Tally the lines of the records that contain the string "내부순환로", then give the total and nothing more.
====== AVAILABLE RECORDS
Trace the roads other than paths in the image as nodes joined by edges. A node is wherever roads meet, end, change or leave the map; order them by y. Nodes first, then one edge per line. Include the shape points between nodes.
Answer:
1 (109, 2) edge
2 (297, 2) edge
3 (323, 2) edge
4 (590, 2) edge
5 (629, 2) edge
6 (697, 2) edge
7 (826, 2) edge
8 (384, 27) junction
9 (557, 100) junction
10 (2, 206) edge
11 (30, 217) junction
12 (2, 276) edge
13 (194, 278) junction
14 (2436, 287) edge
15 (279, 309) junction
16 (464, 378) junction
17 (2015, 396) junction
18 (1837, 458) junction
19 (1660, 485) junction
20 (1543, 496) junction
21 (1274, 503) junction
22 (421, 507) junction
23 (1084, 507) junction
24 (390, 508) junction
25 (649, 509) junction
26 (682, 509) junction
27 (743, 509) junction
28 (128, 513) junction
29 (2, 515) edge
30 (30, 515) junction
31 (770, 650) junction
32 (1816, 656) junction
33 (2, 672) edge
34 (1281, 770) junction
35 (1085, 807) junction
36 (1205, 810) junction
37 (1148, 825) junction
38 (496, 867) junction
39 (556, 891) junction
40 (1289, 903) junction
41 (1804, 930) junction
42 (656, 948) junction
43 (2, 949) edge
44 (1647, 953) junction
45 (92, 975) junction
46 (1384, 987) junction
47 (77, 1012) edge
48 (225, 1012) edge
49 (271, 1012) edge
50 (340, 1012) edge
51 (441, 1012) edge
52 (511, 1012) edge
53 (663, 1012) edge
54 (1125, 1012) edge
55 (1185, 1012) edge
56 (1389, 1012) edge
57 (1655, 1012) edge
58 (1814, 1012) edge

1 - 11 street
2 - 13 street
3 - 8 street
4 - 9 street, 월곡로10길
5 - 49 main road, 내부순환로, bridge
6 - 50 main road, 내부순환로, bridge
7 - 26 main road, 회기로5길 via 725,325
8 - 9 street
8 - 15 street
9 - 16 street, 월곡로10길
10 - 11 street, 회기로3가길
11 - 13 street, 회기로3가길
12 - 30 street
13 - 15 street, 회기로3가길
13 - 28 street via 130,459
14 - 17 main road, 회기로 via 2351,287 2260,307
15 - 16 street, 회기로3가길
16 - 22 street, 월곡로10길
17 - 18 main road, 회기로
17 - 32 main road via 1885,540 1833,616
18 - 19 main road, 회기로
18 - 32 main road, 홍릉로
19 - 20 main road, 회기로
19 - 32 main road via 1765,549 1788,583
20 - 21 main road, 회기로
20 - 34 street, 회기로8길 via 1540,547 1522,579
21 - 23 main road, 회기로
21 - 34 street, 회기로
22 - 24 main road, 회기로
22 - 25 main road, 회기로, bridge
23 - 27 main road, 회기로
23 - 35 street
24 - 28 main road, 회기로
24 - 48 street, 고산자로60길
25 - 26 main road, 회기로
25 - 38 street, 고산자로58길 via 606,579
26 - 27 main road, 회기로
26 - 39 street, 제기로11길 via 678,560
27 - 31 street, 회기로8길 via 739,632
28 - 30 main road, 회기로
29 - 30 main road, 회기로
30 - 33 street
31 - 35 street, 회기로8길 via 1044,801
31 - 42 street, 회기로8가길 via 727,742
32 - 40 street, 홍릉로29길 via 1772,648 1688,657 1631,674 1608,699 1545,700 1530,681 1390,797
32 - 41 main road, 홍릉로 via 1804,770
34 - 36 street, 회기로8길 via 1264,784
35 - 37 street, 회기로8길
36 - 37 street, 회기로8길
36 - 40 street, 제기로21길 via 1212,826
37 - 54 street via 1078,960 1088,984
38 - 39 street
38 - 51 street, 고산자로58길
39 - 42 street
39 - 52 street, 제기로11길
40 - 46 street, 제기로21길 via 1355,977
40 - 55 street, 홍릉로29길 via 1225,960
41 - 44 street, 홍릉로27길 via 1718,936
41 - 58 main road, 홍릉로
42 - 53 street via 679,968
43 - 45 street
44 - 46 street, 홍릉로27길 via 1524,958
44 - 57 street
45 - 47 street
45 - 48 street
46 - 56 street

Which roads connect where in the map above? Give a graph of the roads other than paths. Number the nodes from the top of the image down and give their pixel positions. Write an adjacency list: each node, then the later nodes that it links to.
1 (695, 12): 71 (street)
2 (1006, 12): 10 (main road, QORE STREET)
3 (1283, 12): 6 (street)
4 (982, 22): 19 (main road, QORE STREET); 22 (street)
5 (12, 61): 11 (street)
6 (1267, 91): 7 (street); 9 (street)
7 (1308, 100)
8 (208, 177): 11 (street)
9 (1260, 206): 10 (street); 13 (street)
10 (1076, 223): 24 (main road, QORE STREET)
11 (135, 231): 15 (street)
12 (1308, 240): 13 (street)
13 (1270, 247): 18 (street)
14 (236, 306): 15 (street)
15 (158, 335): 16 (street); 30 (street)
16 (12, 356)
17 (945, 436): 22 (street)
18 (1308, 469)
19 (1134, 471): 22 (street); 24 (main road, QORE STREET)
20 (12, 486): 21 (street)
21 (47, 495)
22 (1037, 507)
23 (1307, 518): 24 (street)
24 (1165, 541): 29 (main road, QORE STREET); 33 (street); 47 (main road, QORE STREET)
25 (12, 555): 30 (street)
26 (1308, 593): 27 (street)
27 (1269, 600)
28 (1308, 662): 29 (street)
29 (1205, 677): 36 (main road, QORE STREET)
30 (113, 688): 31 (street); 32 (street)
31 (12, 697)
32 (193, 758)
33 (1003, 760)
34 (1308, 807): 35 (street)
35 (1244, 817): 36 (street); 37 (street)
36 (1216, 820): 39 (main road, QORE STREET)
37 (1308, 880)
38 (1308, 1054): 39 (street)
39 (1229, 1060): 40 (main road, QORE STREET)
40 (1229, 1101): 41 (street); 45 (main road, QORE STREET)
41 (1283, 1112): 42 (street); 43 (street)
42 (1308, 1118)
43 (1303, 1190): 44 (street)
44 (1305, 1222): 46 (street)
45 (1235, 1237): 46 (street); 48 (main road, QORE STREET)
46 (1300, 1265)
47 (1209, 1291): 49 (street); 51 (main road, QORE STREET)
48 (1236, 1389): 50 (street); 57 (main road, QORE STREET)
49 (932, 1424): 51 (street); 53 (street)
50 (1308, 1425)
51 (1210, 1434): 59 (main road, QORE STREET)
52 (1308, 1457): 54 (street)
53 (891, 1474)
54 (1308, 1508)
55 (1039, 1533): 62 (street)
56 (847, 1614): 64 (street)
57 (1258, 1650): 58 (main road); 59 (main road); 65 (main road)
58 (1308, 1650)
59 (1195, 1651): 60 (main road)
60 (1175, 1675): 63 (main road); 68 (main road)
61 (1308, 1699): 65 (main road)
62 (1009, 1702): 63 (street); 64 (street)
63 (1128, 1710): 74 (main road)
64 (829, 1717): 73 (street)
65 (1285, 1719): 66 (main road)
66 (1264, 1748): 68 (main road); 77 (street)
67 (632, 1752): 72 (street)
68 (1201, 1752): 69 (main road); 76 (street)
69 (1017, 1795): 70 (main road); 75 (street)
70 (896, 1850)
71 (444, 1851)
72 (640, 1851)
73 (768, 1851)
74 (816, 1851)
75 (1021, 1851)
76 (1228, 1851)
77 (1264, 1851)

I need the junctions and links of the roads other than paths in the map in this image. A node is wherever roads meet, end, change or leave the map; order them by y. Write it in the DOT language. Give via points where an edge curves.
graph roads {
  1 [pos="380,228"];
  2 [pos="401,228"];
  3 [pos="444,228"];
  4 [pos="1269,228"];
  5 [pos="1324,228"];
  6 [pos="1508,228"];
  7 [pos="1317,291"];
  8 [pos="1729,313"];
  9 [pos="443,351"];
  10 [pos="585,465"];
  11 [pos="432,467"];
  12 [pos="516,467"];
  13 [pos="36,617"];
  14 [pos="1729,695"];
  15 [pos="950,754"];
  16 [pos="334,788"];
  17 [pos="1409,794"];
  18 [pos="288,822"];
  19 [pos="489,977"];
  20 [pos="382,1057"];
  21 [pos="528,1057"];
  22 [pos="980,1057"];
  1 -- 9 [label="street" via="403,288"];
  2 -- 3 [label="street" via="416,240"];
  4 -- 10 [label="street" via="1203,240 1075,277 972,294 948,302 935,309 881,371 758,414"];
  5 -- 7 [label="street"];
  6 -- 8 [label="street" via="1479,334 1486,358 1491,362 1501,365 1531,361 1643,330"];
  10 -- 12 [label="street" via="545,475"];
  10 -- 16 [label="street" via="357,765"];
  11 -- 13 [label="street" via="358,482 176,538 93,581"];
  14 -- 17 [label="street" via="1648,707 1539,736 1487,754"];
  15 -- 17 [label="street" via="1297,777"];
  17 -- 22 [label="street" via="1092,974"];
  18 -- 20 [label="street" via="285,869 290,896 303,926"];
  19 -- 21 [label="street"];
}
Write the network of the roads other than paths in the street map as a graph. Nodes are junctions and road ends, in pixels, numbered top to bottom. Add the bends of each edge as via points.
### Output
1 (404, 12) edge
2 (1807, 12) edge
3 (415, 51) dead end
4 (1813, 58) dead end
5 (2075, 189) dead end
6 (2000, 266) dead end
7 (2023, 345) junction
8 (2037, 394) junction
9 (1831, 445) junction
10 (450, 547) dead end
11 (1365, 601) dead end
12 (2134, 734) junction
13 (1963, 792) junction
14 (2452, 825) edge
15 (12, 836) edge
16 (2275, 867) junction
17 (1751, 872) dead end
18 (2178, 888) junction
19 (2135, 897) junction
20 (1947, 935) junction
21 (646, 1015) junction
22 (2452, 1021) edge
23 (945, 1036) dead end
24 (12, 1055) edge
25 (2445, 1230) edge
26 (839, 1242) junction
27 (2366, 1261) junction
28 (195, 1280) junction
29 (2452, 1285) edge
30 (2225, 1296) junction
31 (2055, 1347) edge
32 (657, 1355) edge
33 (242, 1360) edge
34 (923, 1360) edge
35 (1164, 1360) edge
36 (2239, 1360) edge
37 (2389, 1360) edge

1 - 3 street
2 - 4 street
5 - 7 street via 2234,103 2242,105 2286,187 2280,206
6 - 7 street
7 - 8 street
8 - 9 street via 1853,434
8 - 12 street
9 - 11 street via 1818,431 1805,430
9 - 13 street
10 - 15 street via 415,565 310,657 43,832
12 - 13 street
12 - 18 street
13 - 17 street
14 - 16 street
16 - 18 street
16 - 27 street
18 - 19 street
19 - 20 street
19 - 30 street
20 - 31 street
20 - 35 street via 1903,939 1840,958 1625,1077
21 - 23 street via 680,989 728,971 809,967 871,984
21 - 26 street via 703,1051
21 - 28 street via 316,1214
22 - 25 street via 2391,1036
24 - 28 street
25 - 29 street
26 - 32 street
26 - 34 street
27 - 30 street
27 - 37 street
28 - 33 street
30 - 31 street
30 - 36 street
============
_FINISHED EXERCISE:_ 2